Word for word, reproduce the records, keeping none of the pictures.

= = = = =

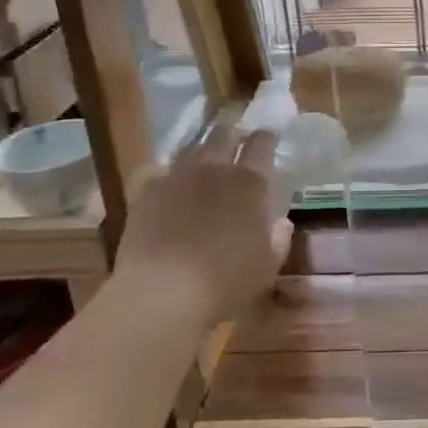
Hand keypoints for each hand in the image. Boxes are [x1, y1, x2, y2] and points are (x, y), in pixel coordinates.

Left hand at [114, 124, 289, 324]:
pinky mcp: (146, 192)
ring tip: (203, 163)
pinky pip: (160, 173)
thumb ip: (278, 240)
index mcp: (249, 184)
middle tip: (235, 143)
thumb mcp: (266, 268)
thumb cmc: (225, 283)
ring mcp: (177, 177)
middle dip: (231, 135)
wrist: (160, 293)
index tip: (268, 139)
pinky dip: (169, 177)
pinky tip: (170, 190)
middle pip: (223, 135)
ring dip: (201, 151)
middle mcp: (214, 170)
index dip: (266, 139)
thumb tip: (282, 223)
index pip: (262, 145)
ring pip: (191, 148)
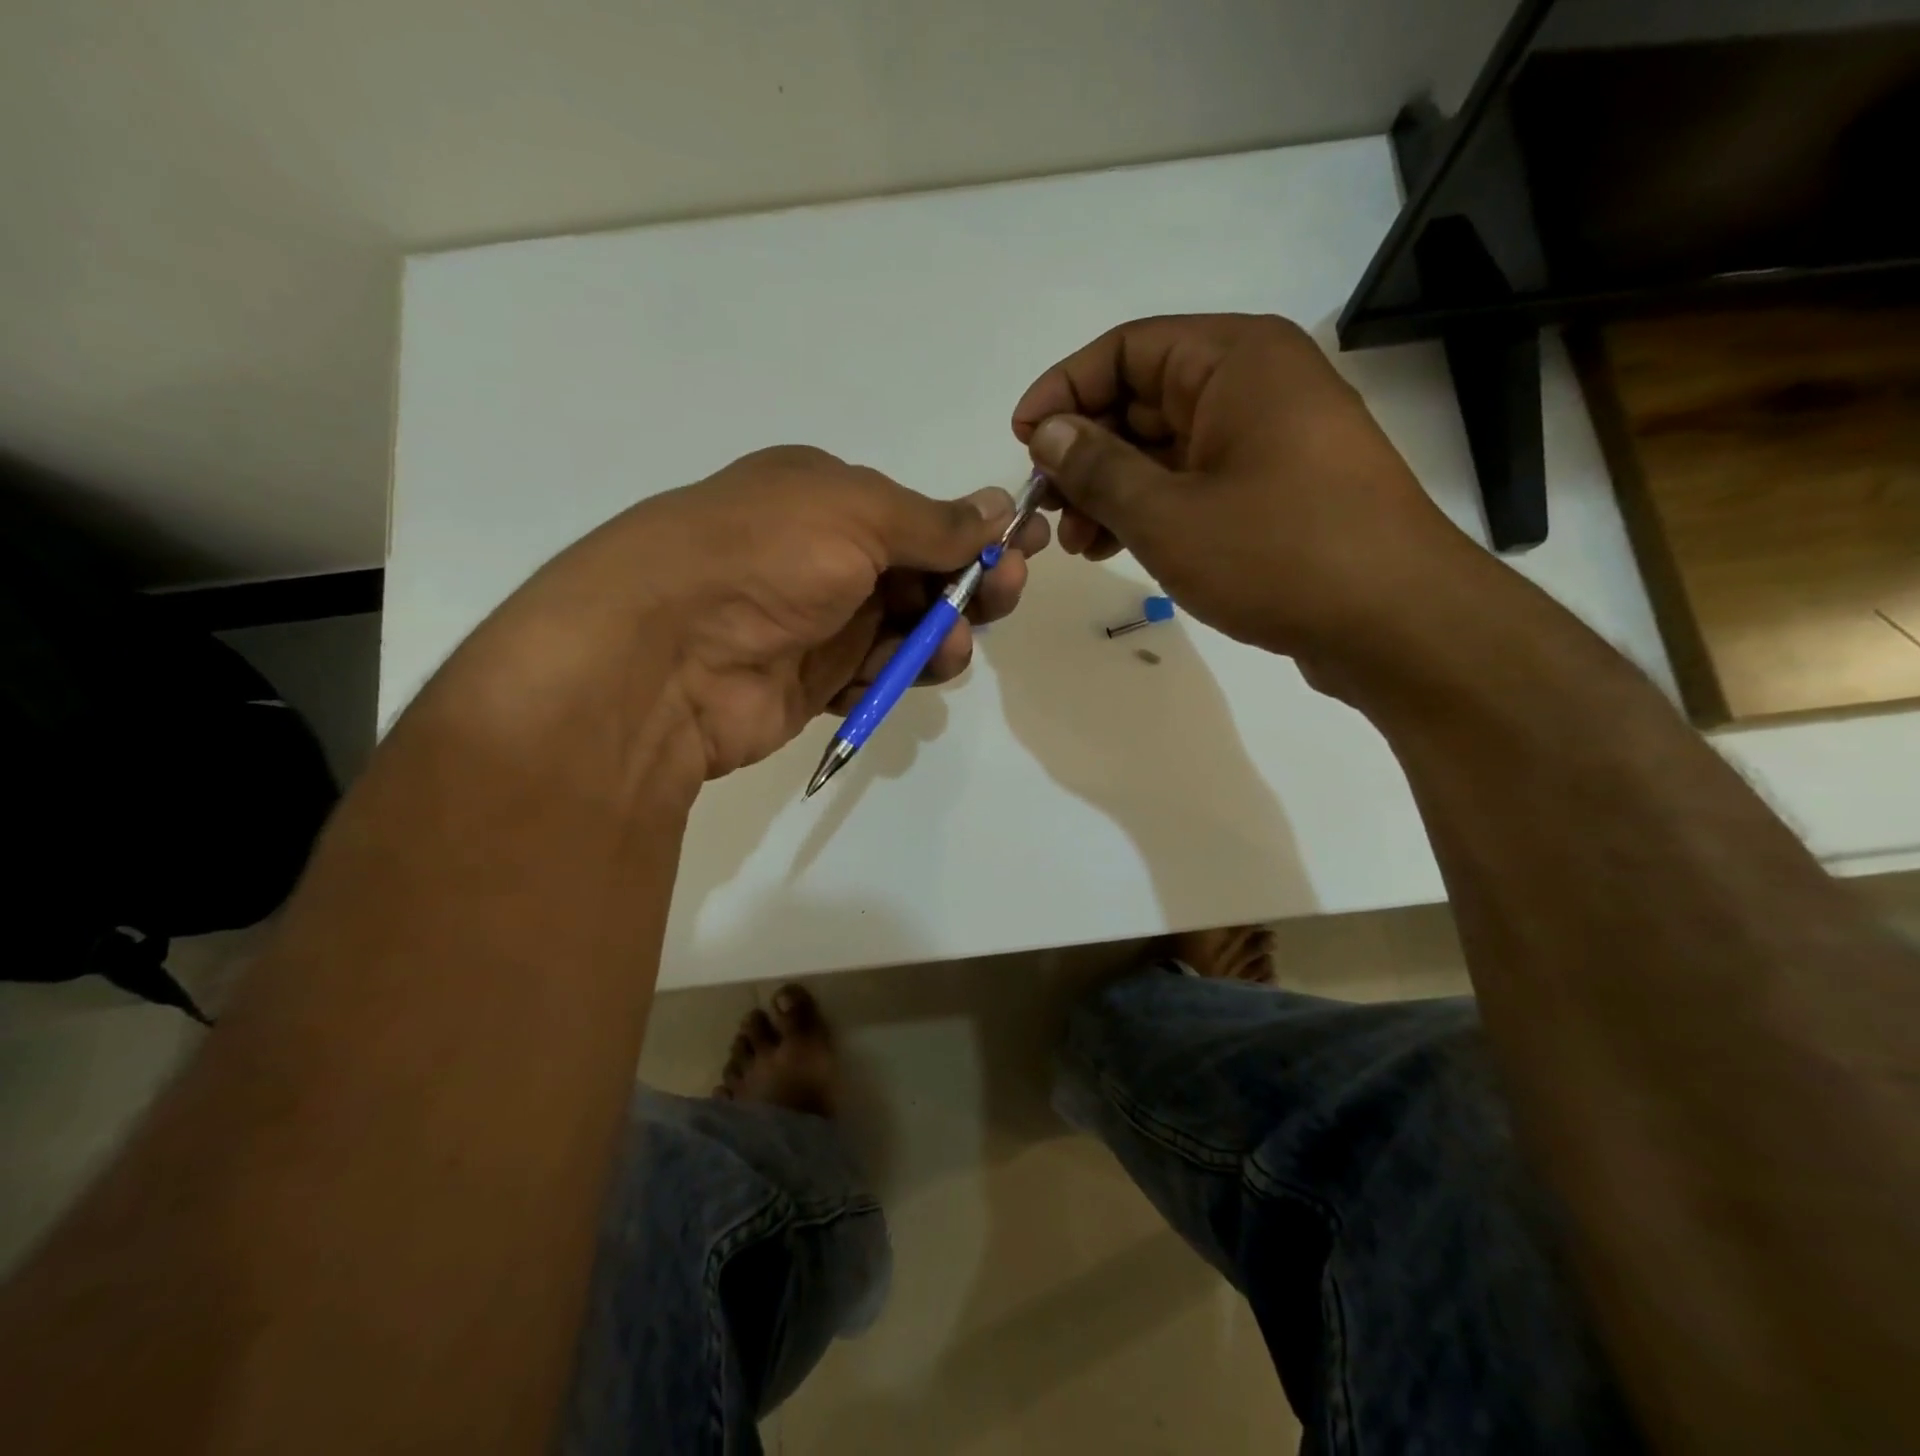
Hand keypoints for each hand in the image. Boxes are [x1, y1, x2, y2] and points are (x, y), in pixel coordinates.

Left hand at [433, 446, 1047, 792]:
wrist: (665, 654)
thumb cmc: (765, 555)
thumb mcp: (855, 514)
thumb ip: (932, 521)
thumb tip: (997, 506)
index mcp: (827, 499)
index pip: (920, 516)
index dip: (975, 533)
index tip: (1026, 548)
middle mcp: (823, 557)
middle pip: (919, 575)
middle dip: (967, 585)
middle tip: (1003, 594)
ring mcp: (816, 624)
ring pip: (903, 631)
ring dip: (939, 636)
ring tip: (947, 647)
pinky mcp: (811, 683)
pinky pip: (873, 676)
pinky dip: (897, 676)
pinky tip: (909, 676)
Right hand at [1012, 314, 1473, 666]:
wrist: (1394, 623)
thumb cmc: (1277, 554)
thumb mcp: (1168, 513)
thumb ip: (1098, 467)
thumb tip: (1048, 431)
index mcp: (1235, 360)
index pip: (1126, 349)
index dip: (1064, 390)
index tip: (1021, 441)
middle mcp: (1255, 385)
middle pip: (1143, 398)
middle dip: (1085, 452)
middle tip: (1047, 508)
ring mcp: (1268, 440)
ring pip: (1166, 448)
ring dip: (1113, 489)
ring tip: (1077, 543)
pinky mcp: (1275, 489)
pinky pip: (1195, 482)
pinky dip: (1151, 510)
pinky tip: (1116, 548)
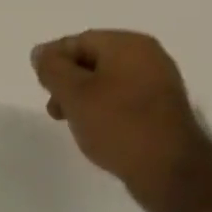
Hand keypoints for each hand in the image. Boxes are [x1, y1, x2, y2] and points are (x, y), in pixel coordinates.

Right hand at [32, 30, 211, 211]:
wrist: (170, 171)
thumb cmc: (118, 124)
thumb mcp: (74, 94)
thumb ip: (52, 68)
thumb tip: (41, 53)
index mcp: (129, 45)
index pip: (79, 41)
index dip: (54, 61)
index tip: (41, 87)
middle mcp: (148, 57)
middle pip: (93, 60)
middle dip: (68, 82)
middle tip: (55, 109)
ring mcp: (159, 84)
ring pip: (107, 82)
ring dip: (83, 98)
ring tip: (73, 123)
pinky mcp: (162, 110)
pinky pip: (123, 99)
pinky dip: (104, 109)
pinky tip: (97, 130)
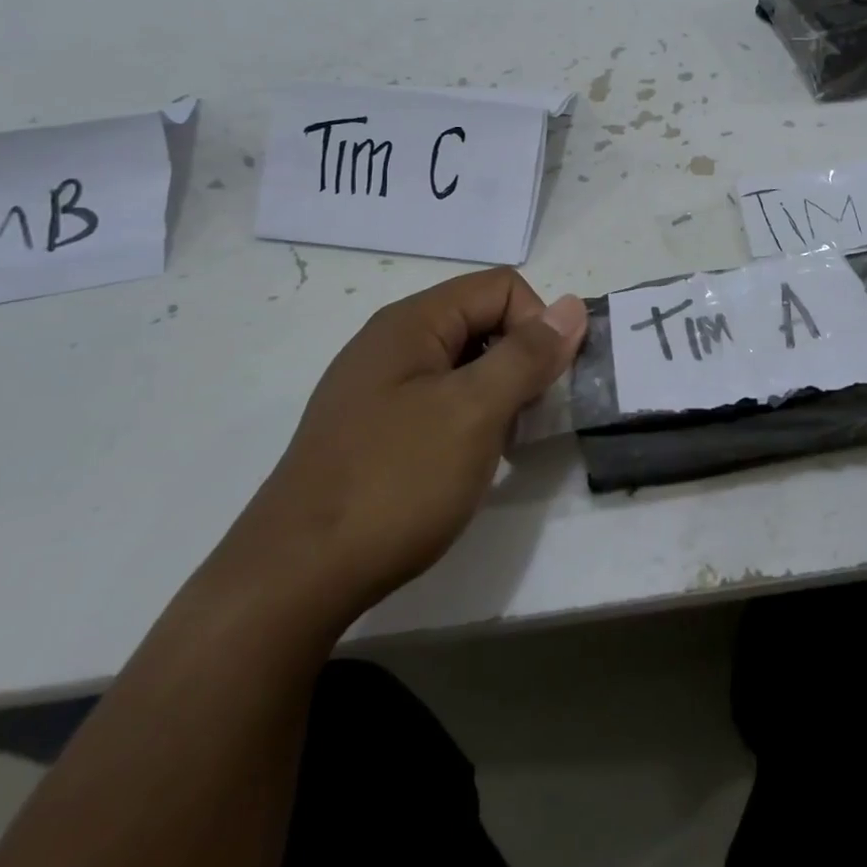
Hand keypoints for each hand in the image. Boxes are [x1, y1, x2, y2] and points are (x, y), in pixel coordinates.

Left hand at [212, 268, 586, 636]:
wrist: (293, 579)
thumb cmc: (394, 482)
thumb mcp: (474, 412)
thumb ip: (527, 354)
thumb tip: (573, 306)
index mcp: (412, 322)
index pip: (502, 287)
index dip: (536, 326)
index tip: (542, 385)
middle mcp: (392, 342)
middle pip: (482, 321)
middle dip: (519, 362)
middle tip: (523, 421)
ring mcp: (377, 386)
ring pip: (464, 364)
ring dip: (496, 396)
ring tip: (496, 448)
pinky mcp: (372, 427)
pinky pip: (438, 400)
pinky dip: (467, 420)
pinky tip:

= = = = =

# ANSWER SPACE
Hand keypoints for each hand in the image. Boxes are [x1, y1, x2, y2] and points are (x, y), in pixel coordinates.

Left hand at [114, 124, 289, 324]:
pinky mcp: (146, 192)
ring tip: (203, 163)
pinky pip: (160, 173)
thumb ip: (278, 240)
index mcp: (249, 184)
middle tip: (235, 143)
thumb mcp: (266, 268)
thumb cmc: (225, 283)
ring mcp: (177, 177)
middle dip: (231, 135)
wrist: (160, 293)
index tip: (268, 139)
pinky dip: (169, 177)
pinky tip: (170, 190)
middle pip: (223, 135)
ring dip: (201, 151)
middle mcp: (214, 170)
index dip: (266, 139)
thumb tip: (282, 223)
index pip: (262, 145)
ring pip: (191, 148)
Hand keypoints for each hand in the image. Boxes are [x1, y1, x2, y2] and points are (x, y), in pixel coordinates.

Left hand at [433, 446, 1047, 792]:
wrist: (665, 654)
thumb cmc: (765, 555)
thumb mcp: (855, 514)
thumb ip: (932, 521)
thumb tip: (997, 506)
index mcp: (827, 499)
index pip: (920, 516)
index dip: (975, 533)
index tip: (1026, 548)
middle mcp: (823, 557)
middle pip: (919, 575)
middle dip: (967, 585)
middle tip: (1003, 594)
ring mcp: (816, 624)
ring pip: (903, 631)
ring dip: (939, 636)
ring tip: (947, 647)
pinky mcp: (811, 683)
pinky pip: (873, 676)
pinky dip: (897, 676)
pinky tip: (909, 676)
Right hand at [1012, 314, 1473, 666]:
wrist: (1394, 623)
thumb cmc: (1277, 554)
thumb mcp: (1168, 513)
thumb ip: (1098, 467)
thumb tip: (1048, 431)
index mcp: (1235, 360)
index pip: (1126, 349)
index dip: (1064, 390)
index tip: (1021, 441)
middle mcp: (1255, 385)
middle pip: (1143, 398)
middle dip: (1085, 452)
middle tip: (1047, 508)
ring mcp: (1268, 440)
ring pip: (1166, 448)
ring dip: (1113, 489)
ring tip: (1077, 543)
pinky mcp: (1275, 489)
pinky pip: (1195, 482)
pinky dip: (1151, 510)
pinky tip: (1116, 548)
Hand keypoints for each hand in the image. Boxes are [x1, y1, x2, y2] and points are (x, y), in pixel coordinates.

Right hand at [32, 30, 211, 211]:
wrist: (170, 171)
thumb cmc: (118, 124)
thumb mcp: (74, 94)
thumb ip: (52, 68)
thumb tip: (41, 53)
index mcp: (129, 45)
index pip: (79, 41)
index dip: (54, 61)
index tip: (41, 87)
middle mcp: (148, 57)
middle pip: (93, 60)
middle dip: (68, 82)
middle tip: (55, 109)
ring mcp: (159, 84)
ring pip: (107, 82)
ring dip: (83, 98)
ring tip: (73, 123)
pinky mcp: (162, 110)
pinky pip: (123, 99)
pinky dip: (104, 109)
pinky tip: (97, 130)
Hand keypoints for each hand in the image. Boxes are [x1, y1, x2, y2] and points are (x, y), in pixel coordinates.

Left hand at [212, 268, 586, 636]:
wrist: (293, 579)
thumb cmc: (394, 482)
thumb mcp: (474, 412)
thumb ip: (527, 354)
thumb tip: (573, 306)
index mcp: (412, 322)
index pip: (502, 287)
index dip: (536, 326)
index tip: (542, 385)
middle mcp: (392, 342)
middle pip: (482, 321)
middle dip: (519, 362)
middle tip: (523, 421)
ring mcp: (377, 386)
ring pip: (464, 364)
ring dip: (496, 396)
ring tip: (496, 448)
pinky mcp: (372, 427)
pinky pip: (438, 400)
pinky dip: (467, 420)
pinky tip:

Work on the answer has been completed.